_WHAT YOU HAVE TO DO_: Print all entries below exactly, without images.

_PROVIDED ENTRIES_:
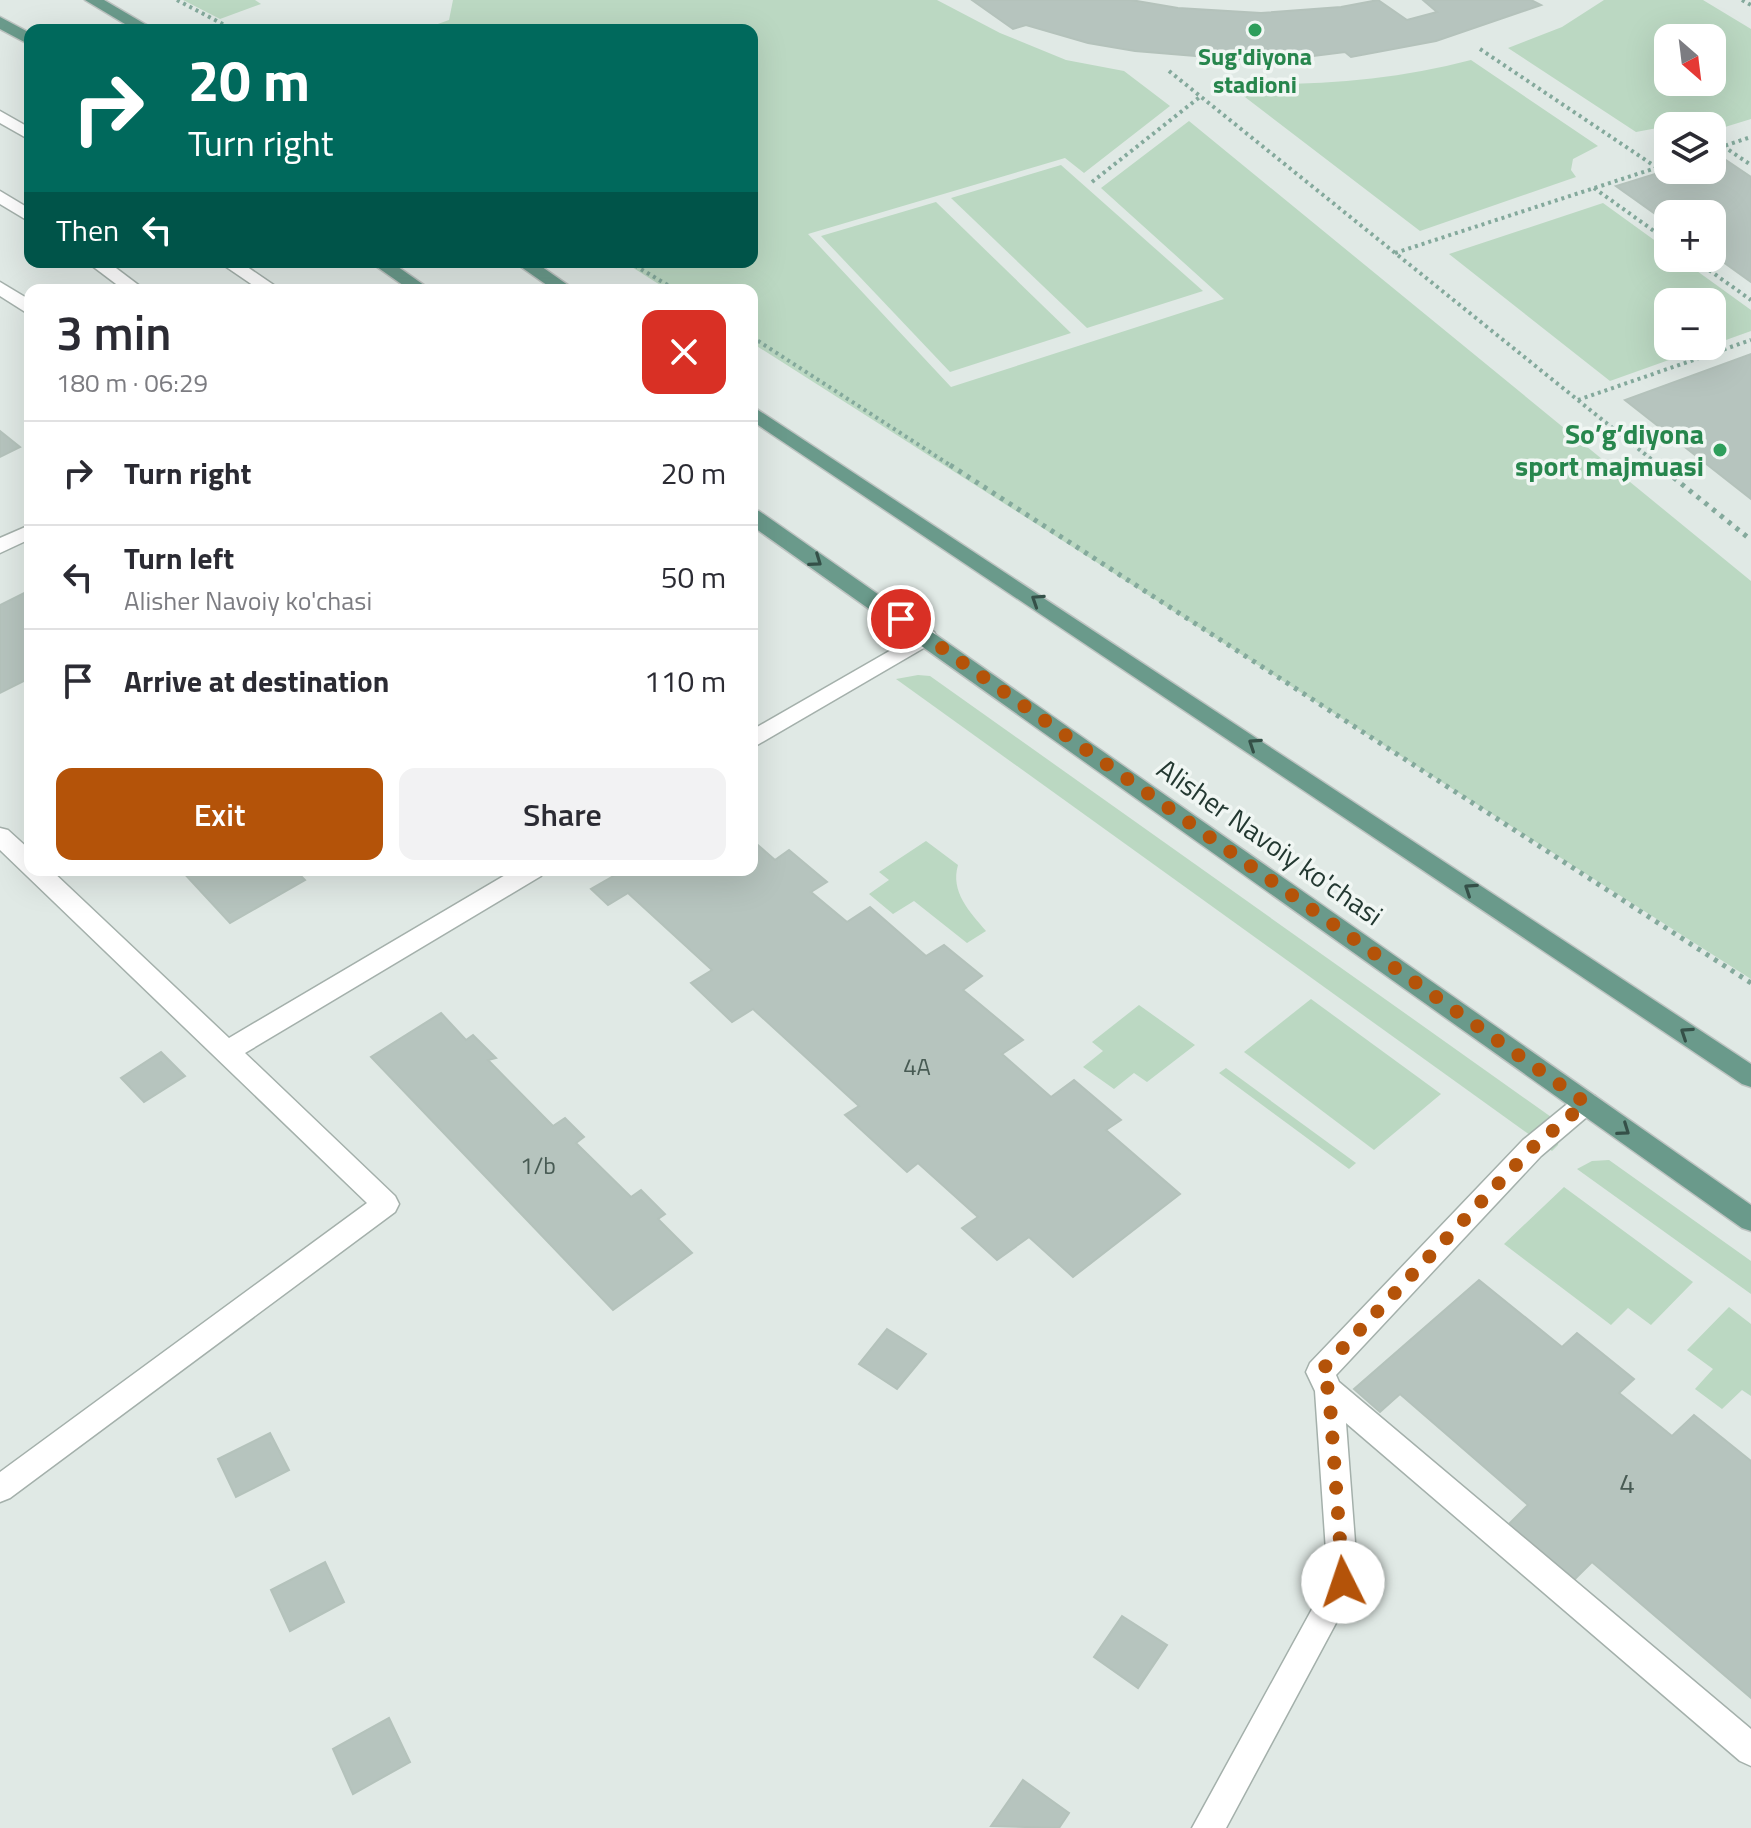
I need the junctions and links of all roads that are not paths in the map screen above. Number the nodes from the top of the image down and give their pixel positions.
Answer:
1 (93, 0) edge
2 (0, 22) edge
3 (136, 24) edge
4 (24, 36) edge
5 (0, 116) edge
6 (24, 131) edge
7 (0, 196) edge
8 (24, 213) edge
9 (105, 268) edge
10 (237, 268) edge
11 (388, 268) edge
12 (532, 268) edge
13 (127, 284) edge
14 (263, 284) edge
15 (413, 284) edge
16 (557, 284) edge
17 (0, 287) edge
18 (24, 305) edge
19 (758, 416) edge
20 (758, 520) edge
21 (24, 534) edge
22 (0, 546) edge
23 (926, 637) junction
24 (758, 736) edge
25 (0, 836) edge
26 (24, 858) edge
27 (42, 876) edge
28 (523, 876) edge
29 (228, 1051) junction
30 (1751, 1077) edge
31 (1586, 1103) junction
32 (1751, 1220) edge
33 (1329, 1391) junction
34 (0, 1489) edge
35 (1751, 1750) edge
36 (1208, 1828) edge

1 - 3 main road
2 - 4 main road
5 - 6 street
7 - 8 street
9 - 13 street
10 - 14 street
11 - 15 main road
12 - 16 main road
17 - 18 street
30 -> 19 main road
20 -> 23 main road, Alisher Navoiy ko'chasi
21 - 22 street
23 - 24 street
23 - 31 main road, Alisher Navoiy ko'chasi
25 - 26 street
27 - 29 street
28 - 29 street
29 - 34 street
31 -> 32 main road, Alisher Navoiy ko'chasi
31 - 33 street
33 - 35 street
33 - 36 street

_OUTPUT FOR THIS TASK_:
I need the junctions and links of all roads that are not paths in the map screen above. Number the nodes from the top of the image down and give their pixel positions.
Answer:
1 (93, 0) edge
2 (0, 22) edge
3 (136, 24) edge
4 (24, 36) edge
5 (0, 116) edge
6 (24, 131) edge
7 (0, 196) edge
8 (24, 213) edge
9 (105, 268) edge
10 (237, 268) edge
11 (388, 268) edge
12 (532, 268) edge
13 (127, 284) edge
14 (263, 284) edge
15 (413, 284) edge
16 (557, 284) edge
17 (0, 287) edge
18 (24, 305) edge
19 (758, 416) edge
20 (758, 520) edge
21 (24, 534) edge
22 (0, 546) edge
23 (926, 637) junction
24 (758, 736) edge
25 (0, 836) edge
26 (24, 858) edge
27 (42, 876) edge
28 (523, 876) edge
29 (228, 1051) junction
30 (1751, 1077) edge
31 (1586, 1103) junction
32 (1751, 1220) edge
33 (1329, 1391) junction
34 (0, 1489) edge
35 (1751, 1750) edge
36 (1208, 1828) edge

1 - 3 main road
2 - 4 main road
5 - 6 street
7 - 8 street
9 - 13 street
10 - 14 street
11 - 15 main road
12 - 16 main road
17 - 18 street
30 -> 19 main road
20 -> 23 main road, Alisher Navoiy ko'chasi
21 - 22 street
23 - 24 street
23 - 31 main road, Alisher Navoiy ko'chasi
25 - 26 street
27 - 29 street
28 - 29 street
29 - 34 street
31 -> 32 main road, Alisher Navoiy ko'chasi
31 - 33 street
33 - 35 street
33 - 36 street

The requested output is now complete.